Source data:
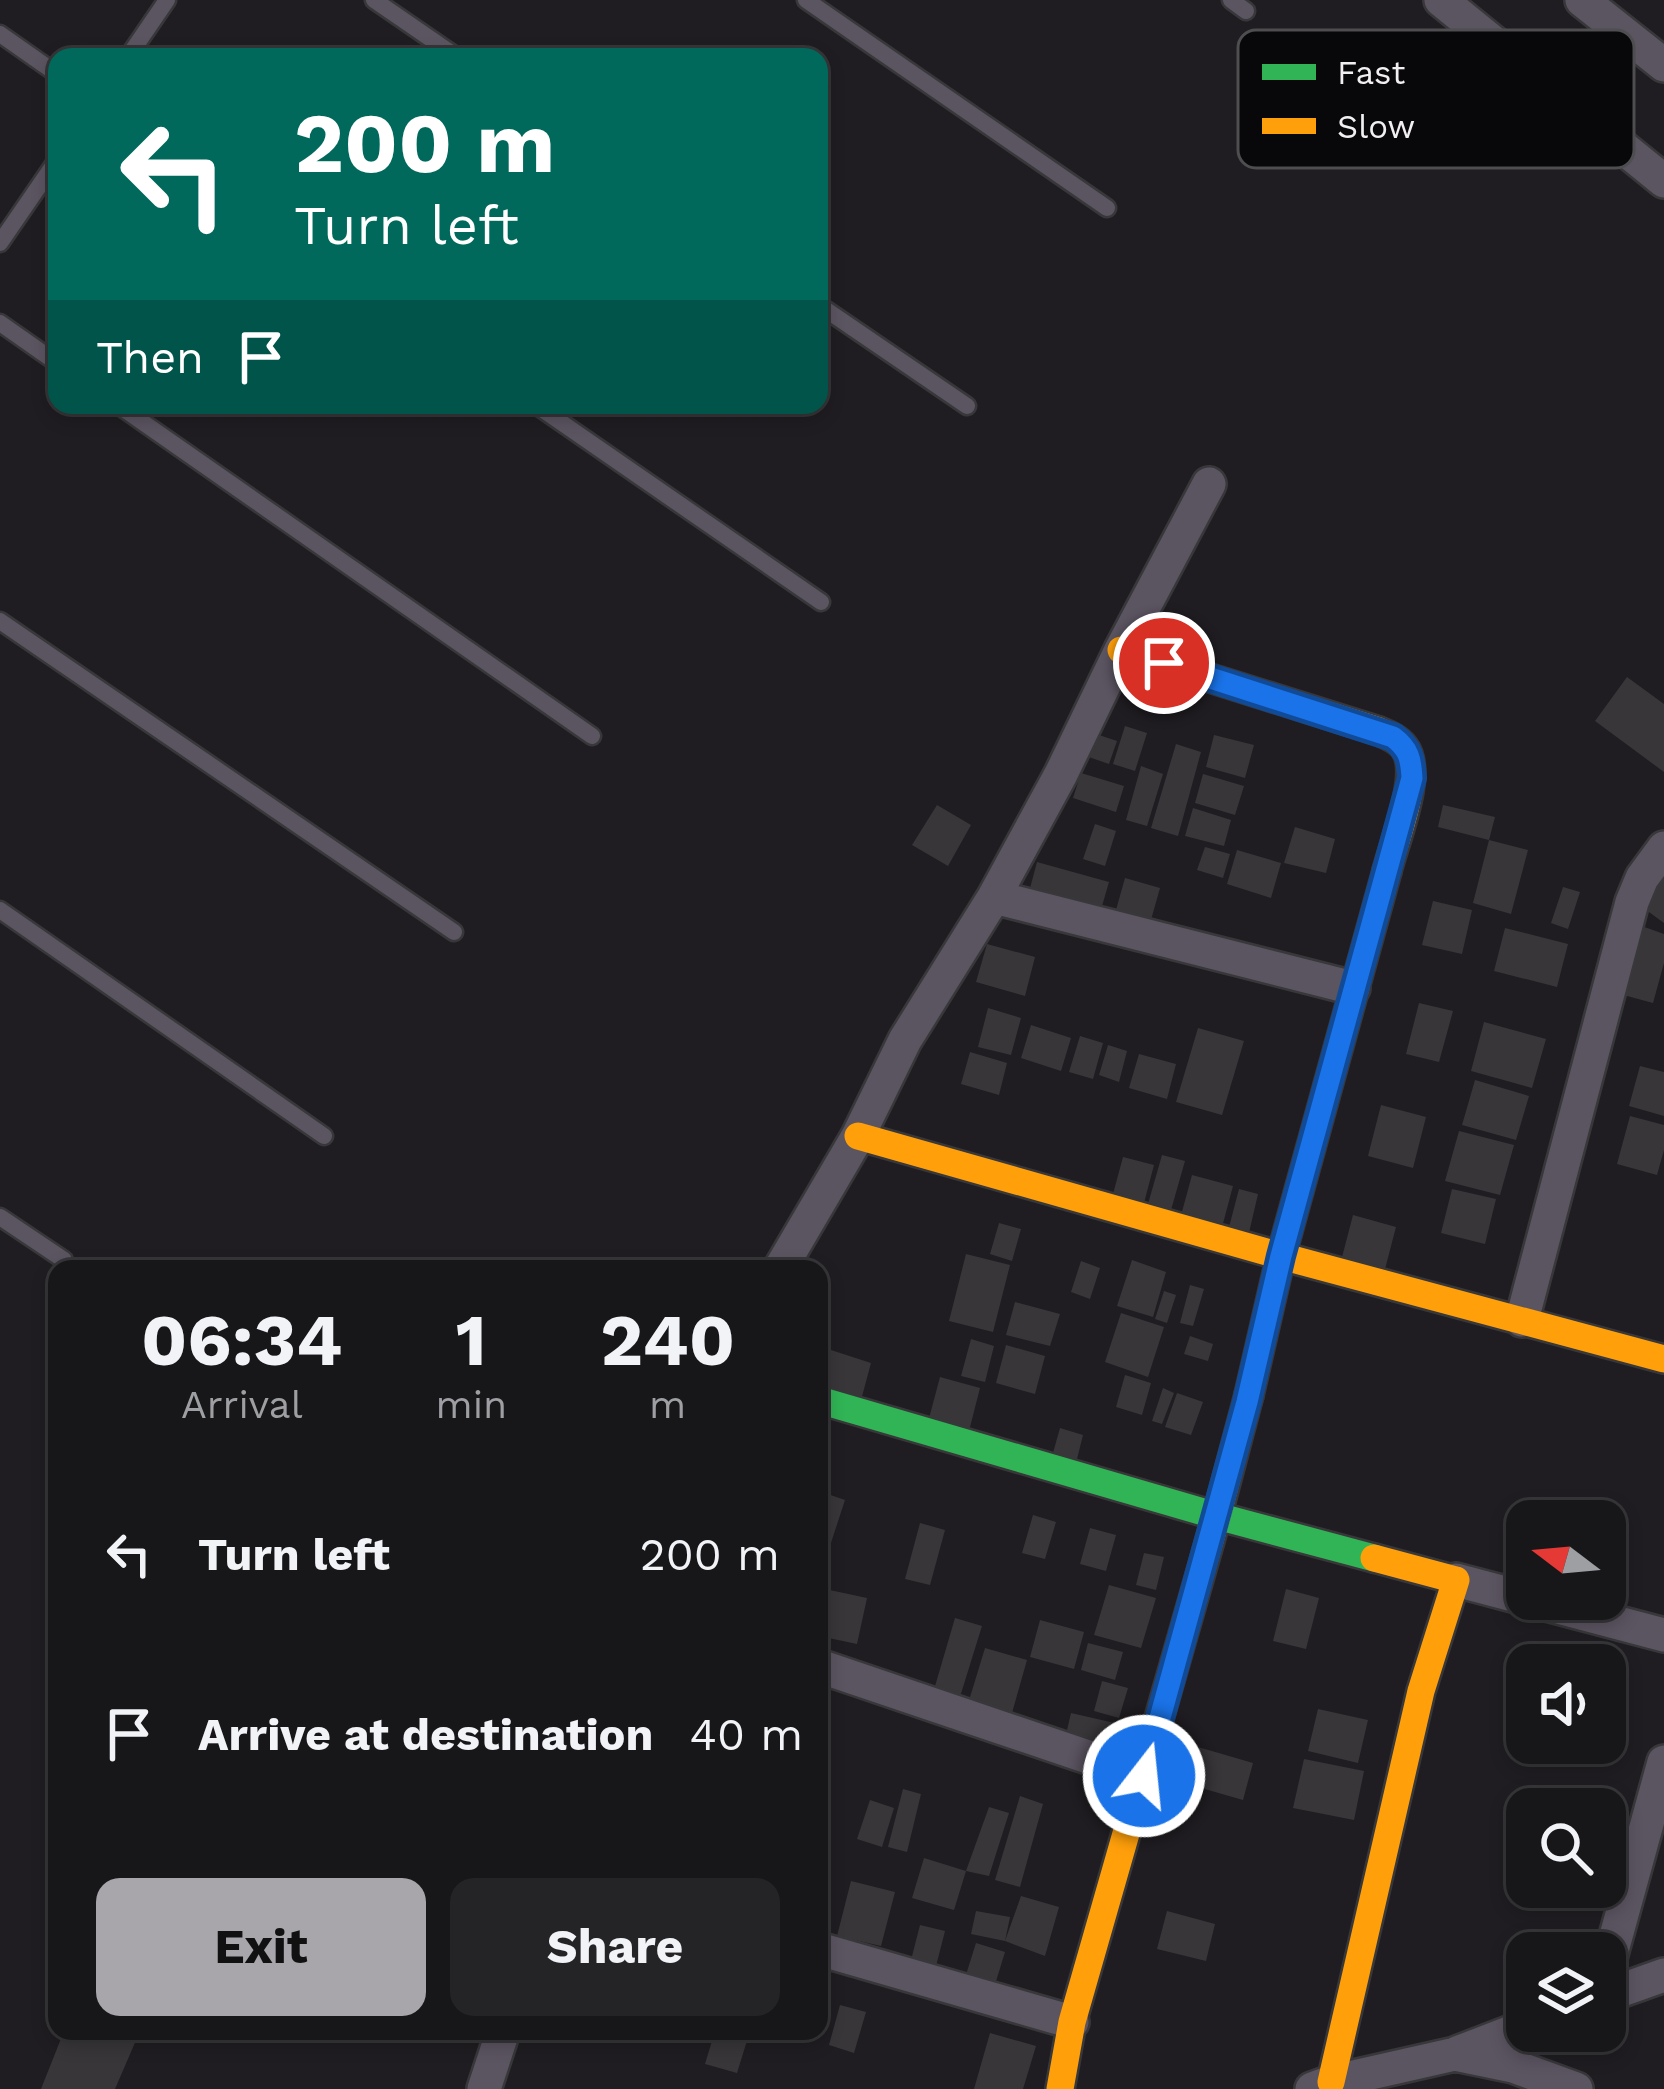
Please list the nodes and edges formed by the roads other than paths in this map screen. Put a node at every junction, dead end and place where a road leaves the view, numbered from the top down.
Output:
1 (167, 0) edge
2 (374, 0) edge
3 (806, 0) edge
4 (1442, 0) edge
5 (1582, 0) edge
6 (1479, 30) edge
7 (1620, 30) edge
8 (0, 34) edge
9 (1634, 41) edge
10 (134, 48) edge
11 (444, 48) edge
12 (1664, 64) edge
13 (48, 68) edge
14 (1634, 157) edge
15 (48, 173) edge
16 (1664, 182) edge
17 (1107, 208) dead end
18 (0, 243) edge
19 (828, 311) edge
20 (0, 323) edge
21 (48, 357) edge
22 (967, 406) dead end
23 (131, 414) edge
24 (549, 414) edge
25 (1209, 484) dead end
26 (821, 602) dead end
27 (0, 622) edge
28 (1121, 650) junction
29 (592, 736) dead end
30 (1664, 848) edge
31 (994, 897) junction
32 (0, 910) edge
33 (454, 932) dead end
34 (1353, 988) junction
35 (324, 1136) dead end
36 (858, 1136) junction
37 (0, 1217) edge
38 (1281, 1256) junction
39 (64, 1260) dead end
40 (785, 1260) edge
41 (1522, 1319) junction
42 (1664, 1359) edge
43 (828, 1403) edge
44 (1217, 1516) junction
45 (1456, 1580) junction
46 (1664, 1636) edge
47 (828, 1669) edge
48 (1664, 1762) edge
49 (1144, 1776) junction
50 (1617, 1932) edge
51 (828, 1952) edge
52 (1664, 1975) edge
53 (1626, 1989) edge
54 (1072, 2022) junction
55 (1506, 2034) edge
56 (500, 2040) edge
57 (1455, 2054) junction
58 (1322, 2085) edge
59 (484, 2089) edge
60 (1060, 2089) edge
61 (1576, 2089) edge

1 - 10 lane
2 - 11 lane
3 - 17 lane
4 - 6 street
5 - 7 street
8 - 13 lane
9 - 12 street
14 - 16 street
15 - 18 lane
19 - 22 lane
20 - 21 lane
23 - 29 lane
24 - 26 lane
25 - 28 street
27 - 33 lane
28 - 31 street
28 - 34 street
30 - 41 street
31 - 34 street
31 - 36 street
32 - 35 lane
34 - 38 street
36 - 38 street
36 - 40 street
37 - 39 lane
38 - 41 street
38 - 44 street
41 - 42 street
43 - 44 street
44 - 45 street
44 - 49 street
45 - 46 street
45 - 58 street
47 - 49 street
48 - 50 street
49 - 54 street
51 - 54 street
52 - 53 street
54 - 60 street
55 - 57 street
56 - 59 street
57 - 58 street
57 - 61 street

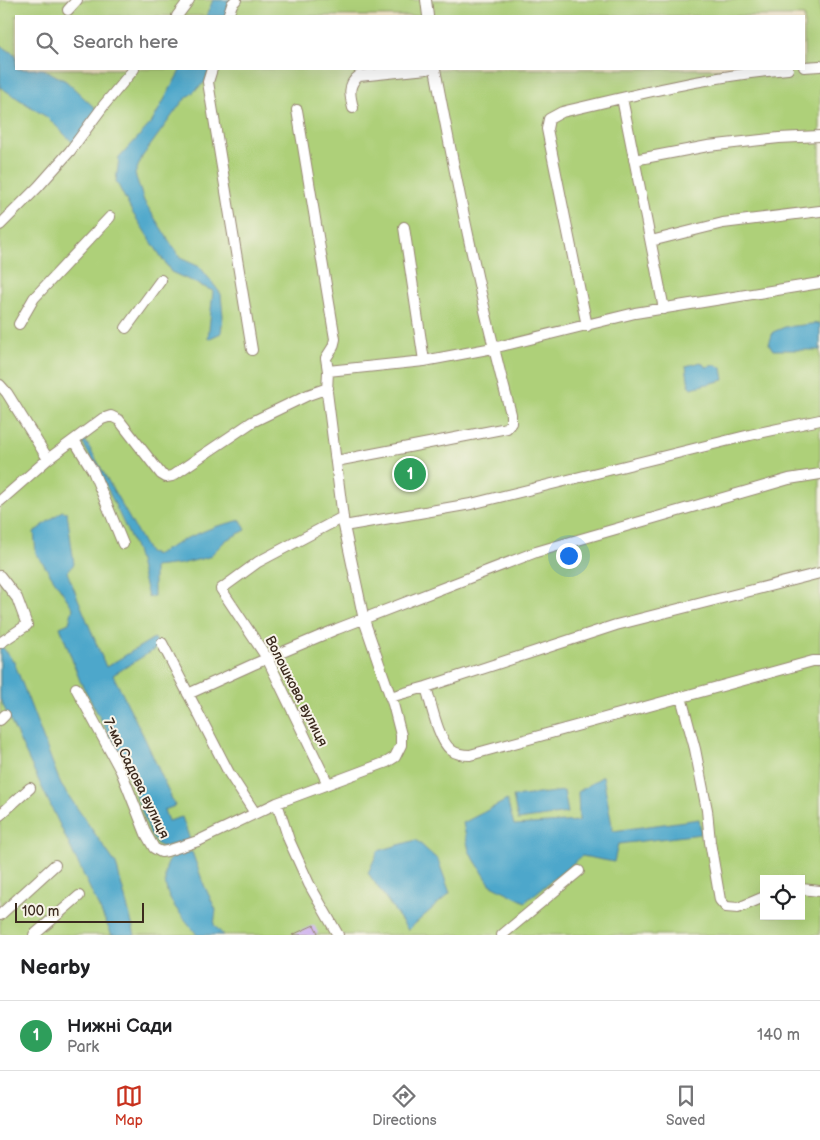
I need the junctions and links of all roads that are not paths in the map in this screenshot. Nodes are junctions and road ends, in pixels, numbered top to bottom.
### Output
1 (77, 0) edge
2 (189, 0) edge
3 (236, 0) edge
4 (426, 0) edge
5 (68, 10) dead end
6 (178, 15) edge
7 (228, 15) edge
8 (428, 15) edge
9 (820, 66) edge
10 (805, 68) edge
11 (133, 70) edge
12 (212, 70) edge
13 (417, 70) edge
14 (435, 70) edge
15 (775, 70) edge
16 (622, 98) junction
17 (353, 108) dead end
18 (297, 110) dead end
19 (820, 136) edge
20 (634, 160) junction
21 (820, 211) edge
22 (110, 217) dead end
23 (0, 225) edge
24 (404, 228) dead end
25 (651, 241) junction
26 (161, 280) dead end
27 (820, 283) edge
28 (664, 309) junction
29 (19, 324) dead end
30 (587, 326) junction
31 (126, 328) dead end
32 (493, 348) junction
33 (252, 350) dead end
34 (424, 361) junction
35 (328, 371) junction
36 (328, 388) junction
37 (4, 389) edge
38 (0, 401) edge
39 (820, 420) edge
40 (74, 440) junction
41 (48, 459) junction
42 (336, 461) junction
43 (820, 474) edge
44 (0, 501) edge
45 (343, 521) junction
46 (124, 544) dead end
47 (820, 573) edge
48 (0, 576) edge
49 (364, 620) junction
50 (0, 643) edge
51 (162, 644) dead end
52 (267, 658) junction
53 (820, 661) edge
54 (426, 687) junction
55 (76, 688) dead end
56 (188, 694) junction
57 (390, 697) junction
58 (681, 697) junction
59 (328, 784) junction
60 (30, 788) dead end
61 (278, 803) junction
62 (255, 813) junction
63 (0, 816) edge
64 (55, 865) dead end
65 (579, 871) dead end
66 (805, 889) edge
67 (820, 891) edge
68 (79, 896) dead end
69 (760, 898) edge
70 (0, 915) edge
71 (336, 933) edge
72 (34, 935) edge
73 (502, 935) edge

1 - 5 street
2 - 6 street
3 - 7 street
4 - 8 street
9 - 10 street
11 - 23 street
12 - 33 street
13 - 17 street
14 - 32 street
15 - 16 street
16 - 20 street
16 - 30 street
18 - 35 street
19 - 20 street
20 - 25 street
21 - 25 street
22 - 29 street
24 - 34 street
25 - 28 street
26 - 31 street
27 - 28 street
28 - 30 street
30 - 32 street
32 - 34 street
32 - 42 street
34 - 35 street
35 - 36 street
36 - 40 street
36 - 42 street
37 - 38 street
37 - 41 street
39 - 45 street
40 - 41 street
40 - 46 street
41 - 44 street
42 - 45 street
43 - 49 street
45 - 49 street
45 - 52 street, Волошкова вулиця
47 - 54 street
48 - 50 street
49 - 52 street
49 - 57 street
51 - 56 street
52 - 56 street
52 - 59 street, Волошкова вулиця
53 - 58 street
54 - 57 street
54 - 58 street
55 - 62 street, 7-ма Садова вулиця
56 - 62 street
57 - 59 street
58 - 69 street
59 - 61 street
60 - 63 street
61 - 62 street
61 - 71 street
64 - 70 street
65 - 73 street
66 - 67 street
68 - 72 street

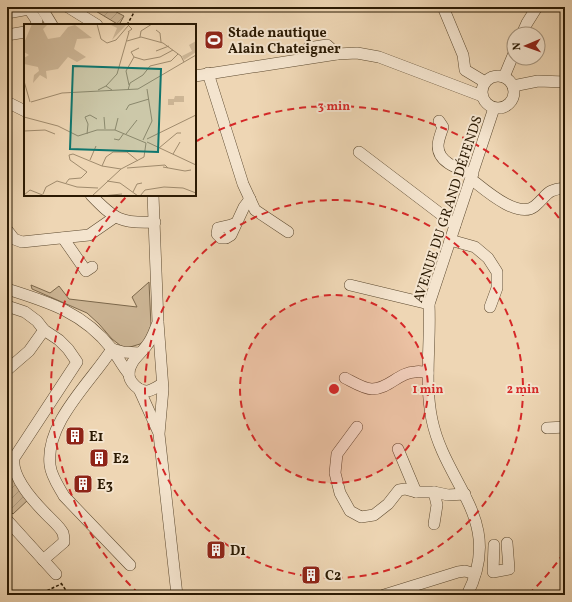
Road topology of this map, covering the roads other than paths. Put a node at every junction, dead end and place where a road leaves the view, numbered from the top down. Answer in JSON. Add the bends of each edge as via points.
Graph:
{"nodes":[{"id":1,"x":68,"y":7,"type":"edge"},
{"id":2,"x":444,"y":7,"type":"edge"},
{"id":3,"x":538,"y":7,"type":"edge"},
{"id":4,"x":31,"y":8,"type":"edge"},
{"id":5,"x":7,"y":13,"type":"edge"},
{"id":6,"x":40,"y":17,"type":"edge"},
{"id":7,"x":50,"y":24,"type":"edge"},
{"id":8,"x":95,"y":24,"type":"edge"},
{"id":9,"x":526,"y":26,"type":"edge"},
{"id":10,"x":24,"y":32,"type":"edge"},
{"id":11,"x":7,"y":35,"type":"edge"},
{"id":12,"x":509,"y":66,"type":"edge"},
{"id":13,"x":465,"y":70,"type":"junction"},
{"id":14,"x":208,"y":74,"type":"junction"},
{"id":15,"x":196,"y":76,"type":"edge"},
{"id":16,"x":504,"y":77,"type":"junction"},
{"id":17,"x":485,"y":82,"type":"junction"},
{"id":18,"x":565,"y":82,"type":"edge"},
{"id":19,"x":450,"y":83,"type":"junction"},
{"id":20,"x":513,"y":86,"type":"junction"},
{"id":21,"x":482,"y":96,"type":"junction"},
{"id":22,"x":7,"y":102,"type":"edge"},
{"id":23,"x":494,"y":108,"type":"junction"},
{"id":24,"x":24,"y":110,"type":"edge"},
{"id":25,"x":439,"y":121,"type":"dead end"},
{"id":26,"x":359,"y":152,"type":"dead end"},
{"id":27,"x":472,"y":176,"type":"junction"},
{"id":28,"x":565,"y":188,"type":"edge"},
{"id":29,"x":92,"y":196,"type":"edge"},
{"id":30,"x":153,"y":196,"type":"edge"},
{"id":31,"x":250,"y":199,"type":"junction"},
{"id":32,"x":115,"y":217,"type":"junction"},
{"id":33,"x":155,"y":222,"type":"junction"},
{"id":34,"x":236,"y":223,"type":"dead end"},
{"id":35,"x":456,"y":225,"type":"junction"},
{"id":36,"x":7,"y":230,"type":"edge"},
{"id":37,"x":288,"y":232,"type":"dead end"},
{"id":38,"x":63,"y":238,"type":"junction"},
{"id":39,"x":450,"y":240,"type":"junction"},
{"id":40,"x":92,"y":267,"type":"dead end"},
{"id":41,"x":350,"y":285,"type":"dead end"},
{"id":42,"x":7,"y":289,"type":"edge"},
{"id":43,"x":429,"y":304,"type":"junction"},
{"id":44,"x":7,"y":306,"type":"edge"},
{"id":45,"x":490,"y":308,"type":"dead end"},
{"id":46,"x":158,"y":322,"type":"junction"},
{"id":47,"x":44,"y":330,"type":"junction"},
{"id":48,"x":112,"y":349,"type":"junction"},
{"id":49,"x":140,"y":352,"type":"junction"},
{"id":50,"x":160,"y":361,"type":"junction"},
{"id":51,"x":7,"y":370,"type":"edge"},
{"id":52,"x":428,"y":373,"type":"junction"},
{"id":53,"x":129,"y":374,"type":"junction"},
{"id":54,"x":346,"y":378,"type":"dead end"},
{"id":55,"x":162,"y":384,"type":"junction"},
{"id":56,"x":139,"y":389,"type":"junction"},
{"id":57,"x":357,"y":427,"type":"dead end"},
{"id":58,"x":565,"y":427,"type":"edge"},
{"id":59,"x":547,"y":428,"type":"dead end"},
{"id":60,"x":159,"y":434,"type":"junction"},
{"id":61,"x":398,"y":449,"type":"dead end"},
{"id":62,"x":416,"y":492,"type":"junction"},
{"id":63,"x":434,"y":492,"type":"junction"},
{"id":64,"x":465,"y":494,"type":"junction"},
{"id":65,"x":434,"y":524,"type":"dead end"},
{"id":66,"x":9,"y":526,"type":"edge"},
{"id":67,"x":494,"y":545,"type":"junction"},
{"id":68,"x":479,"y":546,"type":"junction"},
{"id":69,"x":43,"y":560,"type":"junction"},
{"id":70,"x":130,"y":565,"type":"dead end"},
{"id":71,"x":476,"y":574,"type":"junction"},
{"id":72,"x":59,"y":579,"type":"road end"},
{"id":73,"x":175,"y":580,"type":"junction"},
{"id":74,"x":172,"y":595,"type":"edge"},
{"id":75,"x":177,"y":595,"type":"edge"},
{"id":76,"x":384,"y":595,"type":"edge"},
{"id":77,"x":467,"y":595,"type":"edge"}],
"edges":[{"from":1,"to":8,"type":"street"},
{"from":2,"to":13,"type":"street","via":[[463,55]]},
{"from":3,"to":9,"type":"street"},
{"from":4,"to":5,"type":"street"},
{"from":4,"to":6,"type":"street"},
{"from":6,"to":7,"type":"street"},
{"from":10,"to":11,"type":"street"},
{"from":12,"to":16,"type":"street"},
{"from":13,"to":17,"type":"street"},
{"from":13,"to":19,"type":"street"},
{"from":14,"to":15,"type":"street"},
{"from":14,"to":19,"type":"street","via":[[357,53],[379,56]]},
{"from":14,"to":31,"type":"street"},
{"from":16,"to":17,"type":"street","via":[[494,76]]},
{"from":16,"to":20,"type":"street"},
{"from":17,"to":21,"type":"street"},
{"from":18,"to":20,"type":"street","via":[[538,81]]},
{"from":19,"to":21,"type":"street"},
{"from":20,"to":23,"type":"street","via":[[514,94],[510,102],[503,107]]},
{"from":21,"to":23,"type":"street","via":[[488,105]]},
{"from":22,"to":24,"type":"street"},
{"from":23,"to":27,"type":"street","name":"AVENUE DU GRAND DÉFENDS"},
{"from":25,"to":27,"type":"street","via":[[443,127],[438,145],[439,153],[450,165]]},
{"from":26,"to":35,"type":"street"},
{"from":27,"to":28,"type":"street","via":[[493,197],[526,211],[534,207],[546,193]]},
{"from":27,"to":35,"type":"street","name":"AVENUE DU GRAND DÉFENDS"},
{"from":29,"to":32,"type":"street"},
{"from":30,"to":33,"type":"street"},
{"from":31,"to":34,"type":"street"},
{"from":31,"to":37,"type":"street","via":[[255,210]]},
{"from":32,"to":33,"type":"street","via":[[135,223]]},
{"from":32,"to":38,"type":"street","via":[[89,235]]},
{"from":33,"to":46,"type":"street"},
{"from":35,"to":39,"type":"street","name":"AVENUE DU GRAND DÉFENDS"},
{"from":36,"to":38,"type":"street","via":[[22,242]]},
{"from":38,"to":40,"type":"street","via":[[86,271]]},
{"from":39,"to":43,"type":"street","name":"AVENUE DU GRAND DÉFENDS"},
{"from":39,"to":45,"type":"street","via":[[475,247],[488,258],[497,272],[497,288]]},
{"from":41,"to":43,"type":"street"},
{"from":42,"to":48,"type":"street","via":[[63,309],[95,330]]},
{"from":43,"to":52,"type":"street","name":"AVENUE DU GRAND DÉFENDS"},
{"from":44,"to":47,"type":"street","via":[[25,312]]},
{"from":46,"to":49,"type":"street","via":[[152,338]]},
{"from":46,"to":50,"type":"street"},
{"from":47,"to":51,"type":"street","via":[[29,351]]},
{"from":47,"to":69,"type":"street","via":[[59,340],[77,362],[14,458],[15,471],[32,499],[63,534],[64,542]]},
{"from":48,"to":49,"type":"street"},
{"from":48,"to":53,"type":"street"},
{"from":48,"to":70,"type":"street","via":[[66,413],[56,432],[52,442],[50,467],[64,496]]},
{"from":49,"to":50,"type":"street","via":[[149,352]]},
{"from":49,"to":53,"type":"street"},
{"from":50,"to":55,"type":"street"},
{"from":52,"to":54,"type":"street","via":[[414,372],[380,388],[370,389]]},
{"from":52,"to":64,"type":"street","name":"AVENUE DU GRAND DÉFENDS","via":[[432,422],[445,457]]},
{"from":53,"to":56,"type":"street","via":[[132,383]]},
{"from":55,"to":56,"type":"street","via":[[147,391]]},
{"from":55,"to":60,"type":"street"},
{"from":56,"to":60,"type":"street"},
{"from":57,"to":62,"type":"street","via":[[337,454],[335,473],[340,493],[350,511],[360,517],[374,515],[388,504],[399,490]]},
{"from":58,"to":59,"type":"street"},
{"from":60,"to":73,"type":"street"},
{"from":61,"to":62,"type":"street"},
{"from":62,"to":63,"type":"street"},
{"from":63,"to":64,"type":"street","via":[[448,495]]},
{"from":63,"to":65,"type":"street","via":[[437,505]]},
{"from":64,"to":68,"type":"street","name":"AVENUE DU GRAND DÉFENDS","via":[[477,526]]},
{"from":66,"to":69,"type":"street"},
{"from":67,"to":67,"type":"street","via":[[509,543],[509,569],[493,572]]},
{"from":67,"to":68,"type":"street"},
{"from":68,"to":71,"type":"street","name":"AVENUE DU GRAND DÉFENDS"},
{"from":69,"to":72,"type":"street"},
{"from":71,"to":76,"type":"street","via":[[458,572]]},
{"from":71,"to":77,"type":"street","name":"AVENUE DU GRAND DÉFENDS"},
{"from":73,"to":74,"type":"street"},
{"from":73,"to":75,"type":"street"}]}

What you need to do =>
The word "leaves" appears in some of the lines above. Copy those lines.

Result for this exercise =>
Please list the nodes and edges formed by the roads other than paths in this map screen. Put a node at every junction, dead end and place where a road leaves the view, numbered from the top down.
Road topology of this map, covering the roads other than paths. Put a node at every junction, dead end and place where a road leaves the view, numbered from the top down. Answer in JSON. Add the bends of each edge as via points.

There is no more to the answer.